#### REQUIRED WORK:
Across the entries below, determine how many lines include the word "Álvarez". State only the resulting number.
** Opening GIVEN ENTRIES block **
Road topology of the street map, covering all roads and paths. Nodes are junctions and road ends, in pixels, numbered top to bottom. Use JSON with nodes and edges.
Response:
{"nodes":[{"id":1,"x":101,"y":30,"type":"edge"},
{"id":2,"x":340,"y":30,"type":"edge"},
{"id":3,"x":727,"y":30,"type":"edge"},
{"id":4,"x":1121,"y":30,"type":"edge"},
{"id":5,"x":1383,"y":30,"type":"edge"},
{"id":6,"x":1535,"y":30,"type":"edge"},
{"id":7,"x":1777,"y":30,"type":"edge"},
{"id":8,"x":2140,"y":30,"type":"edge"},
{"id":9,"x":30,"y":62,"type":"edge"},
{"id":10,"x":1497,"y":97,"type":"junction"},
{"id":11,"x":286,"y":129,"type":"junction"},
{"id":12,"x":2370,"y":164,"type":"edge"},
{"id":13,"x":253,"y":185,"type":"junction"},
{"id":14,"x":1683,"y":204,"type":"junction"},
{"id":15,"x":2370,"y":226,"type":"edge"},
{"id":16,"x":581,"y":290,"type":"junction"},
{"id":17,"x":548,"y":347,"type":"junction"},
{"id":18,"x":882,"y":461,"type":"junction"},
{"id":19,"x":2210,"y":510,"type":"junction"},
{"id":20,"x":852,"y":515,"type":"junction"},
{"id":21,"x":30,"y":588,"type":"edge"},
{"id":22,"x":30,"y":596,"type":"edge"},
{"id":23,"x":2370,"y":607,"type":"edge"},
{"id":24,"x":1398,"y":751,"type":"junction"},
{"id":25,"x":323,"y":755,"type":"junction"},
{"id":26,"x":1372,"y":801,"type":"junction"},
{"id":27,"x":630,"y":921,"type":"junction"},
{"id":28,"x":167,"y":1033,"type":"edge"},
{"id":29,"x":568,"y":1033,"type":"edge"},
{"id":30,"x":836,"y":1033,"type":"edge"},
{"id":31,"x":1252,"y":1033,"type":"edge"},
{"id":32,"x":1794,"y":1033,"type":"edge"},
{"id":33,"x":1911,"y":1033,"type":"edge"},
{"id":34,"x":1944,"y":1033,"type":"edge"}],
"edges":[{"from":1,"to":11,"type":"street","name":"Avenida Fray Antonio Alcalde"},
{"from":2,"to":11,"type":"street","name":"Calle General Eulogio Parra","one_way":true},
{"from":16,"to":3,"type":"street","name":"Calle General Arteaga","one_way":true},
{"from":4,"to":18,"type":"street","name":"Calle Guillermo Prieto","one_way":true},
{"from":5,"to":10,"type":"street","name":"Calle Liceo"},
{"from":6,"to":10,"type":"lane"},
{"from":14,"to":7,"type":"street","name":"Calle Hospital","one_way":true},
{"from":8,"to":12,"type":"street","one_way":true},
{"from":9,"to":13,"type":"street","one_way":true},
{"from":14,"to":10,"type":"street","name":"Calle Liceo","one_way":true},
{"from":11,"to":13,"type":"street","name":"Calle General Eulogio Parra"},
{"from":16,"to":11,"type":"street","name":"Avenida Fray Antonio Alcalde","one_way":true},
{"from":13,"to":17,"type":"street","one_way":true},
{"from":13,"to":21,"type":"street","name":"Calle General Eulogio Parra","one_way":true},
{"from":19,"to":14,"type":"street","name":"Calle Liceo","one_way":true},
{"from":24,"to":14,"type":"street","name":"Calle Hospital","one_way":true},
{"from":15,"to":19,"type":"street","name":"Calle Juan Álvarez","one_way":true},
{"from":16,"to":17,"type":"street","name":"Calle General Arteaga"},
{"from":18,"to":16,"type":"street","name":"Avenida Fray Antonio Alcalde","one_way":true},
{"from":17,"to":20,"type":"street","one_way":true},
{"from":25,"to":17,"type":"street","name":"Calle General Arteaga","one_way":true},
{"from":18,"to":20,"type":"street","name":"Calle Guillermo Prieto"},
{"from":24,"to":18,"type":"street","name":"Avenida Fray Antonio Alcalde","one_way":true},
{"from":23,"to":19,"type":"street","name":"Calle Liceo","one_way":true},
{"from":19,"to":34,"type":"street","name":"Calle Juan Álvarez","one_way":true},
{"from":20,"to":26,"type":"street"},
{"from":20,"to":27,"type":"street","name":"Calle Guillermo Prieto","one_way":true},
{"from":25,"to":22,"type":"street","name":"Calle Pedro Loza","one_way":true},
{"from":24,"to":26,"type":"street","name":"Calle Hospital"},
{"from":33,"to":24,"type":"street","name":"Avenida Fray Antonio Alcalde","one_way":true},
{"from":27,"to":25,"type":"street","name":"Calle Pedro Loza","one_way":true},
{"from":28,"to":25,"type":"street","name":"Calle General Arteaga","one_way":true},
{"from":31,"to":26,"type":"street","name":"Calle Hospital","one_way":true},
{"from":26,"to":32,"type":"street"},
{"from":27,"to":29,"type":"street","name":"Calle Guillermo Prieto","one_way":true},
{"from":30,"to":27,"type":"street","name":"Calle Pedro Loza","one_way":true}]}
** Closing GIVEN ENTRIES block **
#### TASK SOLUTION:
2